Another interesting approach from an environmental perspective involves the use of prepared biogas, since whole plants as well as agricultural waste can be used to produce this fuel. Biogas therefore performs very well with regard to energy efficiency per area as well with regard to the environmental and CO2 balance. The Audi A5 2.0 T-CNG, Audi’s concept vehicle in the natural gas segment, is uncompromising and nonetheless achieves important technological progress. New generations of lightweight pressure tanks and pressure regulators, plus the outstanding technical basis of the new TFSI engine generation and the package benefits of the new A4 and A5 generations make it possible to produce a concept that meets the exacting demands of Audi customers. With the new A5 2.0 T-CNG, Audi has also demonstrated that the company already possesses technical competence in the field of natural gas and biogas, and that it can set new standards with systematic concepts and innovative technologies.

Synthetic fuels

Bioethanol and gas are accompanied by a host of new types - synthetically produced fuels from gas (Gas to Liquid, or GTL), biomass (Biomass to Liquid, or BTL) or coal (Coal to Liquid, or CTL). These specially tailored fuels improve the combustion process inside the engine and therefore allow a significantly improved emission balance.

Sunfuel (from biomass)

Future second-generation BTL fuels are superior in all of the critical points mentioned. They do not compete with food production, they have a high yield for a given area and they have a very high potential for reducing CO2 emissions - approx. 90 percent. BTL fuels are specially ‘tailored’ during productions. This means that absolutely no modifications need to be made to the cars that they are to power. They are perfectly adapted to the combustion process.

Today, an Audi A4 TDI running on a conventional mineral oil diesel emits 149 g/km (240 grams per mile) of CO2. Running on SunDiesel, it emits a mere 22 g/km CO2 (35 grams per mile), and this figure is likely to be reduced further when the process is running on an industrial scale.

Synfuel (from gas or coal)

So-called SynFuels are synthetic fuels that are already used in small quantities today. These are also known under the terms Gas to Liquid (GTL) and Coal to Liquid (CTL).

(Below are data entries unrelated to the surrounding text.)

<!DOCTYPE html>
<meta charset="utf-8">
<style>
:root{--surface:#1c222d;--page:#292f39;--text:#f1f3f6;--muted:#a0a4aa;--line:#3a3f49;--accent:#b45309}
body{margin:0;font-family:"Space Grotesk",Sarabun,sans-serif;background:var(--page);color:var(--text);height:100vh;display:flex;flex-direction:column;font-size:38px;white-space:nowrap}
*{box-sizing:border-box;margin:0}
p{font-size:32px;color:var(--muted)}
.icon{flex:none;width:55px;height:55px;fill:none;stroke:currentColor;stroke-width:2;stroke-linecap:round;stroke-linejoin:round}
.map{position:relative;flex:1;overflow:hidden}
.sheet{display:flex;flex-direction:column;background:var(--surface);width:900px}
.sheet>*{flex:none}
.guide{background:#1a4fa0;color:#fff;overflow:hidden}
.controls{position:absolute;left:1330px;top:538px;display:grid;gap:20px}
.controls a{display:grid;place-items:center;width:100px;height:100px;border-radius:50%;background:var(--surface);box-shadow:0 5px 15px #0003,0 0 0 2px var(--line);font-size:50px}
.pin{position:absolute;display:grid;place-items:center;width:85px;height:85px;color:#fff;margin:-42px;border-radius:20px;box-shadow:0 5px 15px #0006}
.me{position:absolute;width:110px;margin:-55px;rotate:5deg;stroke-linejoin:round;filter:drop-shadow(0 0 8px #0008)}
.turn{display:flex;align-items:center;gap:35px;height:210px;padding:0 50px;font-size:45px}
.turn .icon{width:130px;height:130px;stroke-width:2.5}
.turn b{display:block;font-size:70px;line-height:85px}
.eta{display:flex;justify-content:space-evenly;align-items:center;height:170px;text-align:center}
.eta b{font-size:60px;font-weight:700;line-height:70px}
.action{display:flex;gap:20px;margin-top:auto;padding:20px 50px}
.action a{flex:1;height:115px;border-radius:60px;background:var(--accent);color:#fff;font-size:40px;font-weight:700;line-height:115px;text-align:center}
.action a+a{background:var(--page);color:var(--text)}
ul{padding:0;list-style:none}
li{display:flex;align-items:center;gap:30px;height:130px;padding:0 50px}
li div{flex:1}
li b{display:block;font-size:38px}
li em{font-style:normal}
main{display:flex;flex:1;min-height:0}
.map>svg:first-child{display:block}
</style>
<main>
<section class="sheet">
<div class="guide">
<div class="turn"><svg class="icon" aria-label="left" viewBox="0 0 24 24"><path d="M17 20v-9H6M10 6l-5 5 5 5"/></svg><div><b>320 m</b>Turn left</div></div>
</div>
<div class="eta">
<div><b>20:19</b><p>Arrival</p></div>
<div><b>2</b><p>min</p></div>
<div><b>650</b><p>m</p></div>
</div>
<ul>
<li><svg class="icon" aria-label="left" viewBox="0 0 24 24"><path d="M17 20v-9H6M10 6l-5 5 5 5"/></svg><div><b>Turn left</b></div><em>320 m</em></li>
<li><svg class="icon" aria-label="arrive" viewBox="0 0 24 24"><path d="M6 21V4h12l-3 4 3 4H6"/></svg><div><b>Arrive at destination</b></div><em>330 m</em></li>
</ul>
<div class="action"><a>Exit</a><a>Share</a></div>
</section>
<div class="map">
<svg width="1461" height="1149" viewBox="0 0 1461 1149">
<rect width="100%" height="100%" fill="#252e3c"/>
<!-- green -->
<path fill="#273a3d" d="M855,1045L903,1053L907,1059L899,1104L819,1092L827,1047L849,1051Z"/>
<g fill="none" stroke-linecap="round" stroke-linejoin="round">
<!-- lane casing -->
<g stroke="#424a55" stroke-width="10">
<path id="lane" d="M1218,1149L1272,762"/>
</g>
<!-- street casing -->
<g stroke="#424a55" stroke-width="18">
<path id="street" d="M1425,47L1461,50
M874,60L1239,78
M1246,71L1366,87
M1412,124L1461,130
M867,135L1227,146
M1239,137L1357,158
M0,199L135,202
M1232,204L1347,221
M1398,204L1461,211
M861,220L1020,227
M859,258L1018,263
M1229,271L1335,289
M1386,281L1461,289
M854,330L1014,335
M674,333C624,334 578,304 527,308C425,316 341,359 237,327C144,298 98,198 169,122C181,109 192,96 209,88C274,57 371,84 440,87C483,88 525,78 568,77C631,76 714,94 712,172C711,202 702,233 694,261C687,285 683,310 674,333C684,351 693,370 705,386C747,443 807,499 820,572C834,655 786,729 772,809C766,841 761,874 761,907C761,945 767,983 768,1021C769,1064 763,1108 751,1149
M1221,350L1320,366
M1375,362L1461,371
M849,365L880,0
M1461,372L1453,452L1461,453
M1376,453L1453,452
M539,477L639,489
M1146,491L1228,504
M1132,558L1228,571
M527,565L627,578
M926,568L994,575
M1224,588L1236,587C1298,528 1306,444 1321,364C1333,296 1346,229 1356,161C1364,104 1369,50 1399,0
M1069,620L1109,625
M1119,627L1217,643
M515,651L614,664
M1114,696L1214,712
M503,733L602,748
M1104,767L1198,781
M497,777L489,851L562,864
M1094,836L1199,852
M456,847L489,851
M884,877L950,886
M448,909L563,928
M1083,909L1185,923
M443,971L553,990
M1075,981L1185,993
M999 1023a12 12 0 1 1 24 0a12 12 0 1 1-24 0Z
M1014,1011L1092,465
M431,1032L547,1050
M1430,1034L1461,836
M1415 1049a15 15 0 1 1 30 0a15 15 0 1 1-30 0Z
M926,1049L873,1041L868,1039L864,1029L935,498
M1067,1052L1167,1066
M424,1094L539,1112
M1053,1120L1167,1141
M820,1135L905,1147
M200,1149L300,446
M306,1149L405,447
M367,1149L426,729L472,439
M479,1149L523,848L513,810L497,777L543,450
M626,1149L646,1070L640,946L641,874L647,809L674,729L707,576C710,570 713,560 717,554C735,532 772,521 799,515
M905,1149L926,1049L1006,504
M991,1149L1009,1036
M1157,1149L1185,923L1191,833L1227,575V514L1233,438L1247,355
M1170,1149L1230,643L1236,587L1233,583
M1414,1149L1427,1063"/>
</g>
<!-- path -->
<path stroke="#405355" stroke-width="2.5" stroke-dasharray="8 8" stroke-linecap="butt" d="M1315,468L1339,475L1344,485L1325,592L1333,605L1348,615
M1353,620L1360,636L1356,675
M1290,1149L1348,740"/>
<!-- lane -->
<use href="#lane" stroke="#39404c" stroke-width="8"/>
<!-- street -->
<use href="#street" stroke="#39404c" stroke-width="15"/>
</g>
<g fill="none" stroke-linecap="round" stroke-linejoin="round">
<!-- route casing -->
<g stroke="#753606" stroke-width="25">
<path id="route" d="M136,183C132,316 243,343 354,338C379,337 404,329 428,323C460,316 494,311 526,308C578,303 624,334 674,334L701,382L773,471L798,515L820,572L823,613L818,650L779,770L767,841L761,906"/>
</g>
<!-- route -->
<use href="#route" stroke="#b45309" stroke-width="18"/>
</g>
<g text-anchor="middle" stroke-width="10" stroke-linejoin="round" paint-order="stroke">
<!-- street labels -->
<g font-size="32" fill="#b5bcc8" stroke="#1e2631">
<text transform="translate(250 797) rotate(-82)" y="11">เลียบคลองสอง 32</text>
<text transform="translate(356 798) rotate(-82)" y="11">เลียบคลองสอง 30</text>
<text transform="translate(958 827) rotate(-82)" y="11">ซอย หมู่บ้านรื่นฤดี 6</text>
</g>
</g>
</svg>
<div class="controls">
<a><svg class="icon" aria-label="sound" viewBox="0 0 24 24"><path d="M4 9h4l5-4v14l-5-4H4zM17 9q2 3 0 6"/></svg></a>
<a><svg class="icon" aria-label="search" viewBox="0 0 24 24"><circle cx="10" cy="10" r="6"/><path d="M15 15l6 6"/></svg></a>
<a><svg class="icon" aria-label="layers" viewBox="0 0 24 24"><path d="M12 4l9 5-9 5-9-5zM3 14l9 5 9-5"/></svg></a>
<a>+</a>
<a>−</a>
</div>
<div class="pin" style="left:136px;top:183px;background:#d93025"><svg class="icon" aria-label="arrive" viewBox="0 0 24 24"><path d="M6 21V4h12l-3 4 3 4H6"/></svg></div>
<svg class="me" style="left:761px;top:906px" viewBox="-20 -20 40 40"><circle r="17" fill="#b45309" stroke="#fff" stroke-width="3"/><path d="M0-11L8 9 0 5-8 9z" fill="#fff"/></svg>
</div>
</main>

The great benefit of GTL fuels is that they are free of sulphur and aromatics. This means that in a combustion engine, emissions are greatly reduced, especially particulates and sulphur compounds, which have a negative effect on exhaust gas after treatment. Depending on the observation method, the potential for reduction is up to 80 percent. In field trials, drastic reductions in carbon monoxide and hydrocarbon emissions were measured with unchanged engine tuning. GTL fuels can be mixed with mineral oil diesel. Their benefits become significant once a proportion of 50 percent has been exceeded. If the engine is optimally configured for GTL fuel, there is a further reduction of nitric oxides by about 50 percent. The direct reduction in CO2 emissions is about 10 percent.

Hydrogen

The most common element in the universe, H, can also be produced as a biogenous fuel on the basis of biomass, similar to BTL. Hydrogen may represent a CO2-neutral route to the future.

Hydrogen can be used as an energy source in the car in two ways: it can be burned in a piston engine in the traditional way, or it can be used in a fuel cell. There are many arguments in favour of using hydrogen in a fuel cell. The efficiency of this system is significantly greater, and the drive system works extremely quietly and produces absolutely no pollutants.

Apart from the problem of technical maturity, therefore, there are good grounds for using hydrogen in a fuel cell. Audi began testing the potential of fuel cell technology as early as 2004 in its A2H2 concept car.

The brand is continuing its work in this field as part of the California Fuel Cell Partnership, in which major carmakers and various other partners are involved. Today, fuel tank technology and filling station infrastructure present questions that have yet to be answered.

Hydrogen, which is extremely light and quickly volatising, also represents a major challenge with regard to logistics, but Audi will nonetheless continue to work toward the development and testing of hydrogen-powered fuel cell cars.